Here at the ranch, one of our house wines is an Italian red called Montepulciano d’Abruzzo. Montepulciano is our normal red table wine. Simple, fruity, medium-bodied and straightforward, a glass of Montepulciano d’Abruzzo is like watching an old episode of Seinfeld. I know exactly what to expect, I can enjoy it without paying too much attention, and I don’t have to search hard to find an open episode. The fact that it’s around $10-12 for a 1.5 liter bottle doesn’t hurt, either.

Not long ago, I got a note from Maggie at Colangelo, offering me a pair of bottles of wines from Masciarelli, an estate winery in Abruzzo credited for “placing the central-western region of Abruzzo on the Italian wine map” with its production of acclaimed wines. These include my old friend Montepulciano d’Abruzzo, a version of which is considered Masciarelli’s top-line wine. Nothing against my good ol’ table wine, but I was very curious to see what a “high end” Montepulciano d’Abruzzo was like.  

A bit of a geography lesson. Abruzzo is a rather mountainous region of Italy located about “mid calf” on the eastern edge of The Boot, directly opposite Rome on the west coast. The grapes most widely grown in the region are Montepulciano for reds and Trebbiano for whites.

Thus, Montepulciano d’Abruzzo is wine from Abruzzo made from Montepulciano grapes. I state this explicitly because there’s a town in Tuscany also called Montepulciano, well known for crafting some of the better Tuscan wines, specifically Vino Nobile de Montepulciano, which is actually made from Sangiovese grapes. There is no known connection between the town and the grape. Just one of those linguistical quirks of Italian language and history, much like why most English-speaking outsiders can’t correctly pronounce the name of the Kentucky city Versailles.

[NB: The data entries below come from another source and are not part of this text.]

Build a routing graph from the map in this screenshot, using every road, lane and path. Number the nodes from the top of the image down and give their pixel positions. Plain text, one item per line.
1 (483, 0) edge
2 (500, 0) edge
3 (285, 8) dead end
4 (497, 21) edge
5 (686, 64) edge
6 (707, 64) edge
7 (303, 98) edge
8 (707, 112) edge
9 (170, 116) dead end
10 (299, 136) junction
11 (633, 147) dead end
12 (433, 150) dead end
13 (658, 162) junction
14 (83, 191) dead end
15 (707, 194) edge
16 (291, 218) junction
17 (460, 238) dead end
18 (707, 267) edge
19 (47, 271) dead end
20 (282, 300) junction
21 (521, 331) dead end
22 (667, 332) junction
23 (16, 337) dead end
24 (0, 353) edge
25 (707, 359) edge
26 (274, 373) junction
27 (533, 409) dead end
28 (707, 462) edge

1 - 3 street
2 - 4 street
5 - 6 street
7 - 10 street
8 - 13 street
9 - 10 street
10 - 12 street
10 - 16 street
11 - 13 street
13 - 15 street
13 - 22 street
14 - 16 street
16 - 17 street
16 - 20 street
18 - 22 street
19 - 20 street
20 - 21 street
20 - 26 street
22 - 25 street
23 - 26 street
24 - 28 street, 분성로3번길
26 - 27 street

Two bottles showed up for sampling – one of each color. I started with the white, the Villa Gemma 2014 Bianco Colline Teatine. This wine is a largely Trebbiano-based blend, with small amounts of Chardonnay and the indigenous grape Cococciola added. Most Italian whites I have these days tend to be on the lighter side and minerally. Not so here. This wine has some depth and creaminess, along the lines of a French Rhone white. I found it much more fragrant than many Italian whites, with some apple blossom notes up front. Medium bodied, it’s got rich apple and pineapple flavors on the palate, with a delicate, creamy finish. We quite liked it. As with most Italian whites, fish is a safe bet, so we did a simple slow-roasted salmon with some roasted veggies and couscous on the side. A steal for a wine you can snag for under $10.

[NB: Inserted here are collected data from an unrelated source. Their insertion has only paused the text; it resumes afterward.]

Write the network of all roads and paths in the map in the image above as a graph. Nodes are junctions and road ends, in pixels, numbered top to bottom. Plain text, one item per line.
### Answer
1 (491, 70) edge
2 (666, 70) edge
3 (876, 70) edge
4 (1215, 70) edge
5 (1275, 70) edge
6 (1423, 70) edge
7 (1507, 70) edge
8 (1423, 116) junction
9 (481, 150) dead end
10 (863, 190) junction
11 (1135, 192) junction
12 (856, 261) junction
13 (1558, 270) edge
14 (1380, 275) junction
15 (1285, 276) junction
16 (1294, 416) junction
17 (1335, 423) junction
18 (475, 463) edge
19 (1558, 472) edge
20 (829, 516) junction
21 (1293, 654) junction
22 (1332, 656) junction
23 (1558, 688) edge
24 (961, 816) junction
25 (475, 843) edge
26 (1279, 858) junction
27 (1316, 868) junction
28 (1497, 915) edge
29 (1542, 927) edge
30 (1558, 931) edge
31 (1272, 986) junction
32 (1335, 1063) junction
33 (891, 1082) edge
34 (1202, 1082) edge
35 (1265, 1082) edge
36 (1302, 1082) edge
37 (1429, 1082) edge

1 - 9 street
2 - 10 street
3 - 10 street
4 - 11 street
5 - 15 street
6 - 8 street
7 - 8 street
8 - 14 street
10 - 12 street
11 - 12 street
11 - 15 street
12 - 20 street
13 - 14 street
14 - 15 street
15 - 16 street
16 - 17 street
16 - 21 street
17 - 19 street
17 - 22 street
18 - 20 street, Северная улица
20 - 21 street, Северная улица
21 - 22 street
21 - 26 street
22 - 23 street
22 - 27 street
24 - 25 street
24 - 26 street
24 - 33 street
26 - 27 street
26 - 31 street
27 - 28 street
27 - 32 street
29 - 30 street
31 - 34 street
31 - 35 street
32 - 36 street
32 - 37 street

A few nights later, we got into the Marina Cvetic 2010 Montepulciano d’Abruzzo DOC San Martino. Marina Cvetic married Gianni Masciarelli in 1987, and Gianni dedicated his top-line wine to her. She has run the Masciarelli production operation since 2008. While the table version of Montepulciano d’Abruzzo is the very definition of “sluggable red,” the difference in this more “grown up” version was evident from the moment we poured it. The color was much inkier than what I was used to, and the nose of this 100% Montepulciano is full of plums and strawberries. The body is considerable, with dark fruits wrapped up in vanilla and a solid tannic backbone that becomes very pleasant after the wine gets some air. (I’m not used to decanting my Montepulciano!) The finish is evenly tannic with some nice coffee flavors. With a strip steak topped with mushrooms, just outstanding. Also lovely next to evening chocolate. For $20-25, I thought this certainly worth that price.



I thought it was great fun to take a second look at a wine varietal I’d taken more or less for granted over the years. Try it yourself. I think you’ll dig.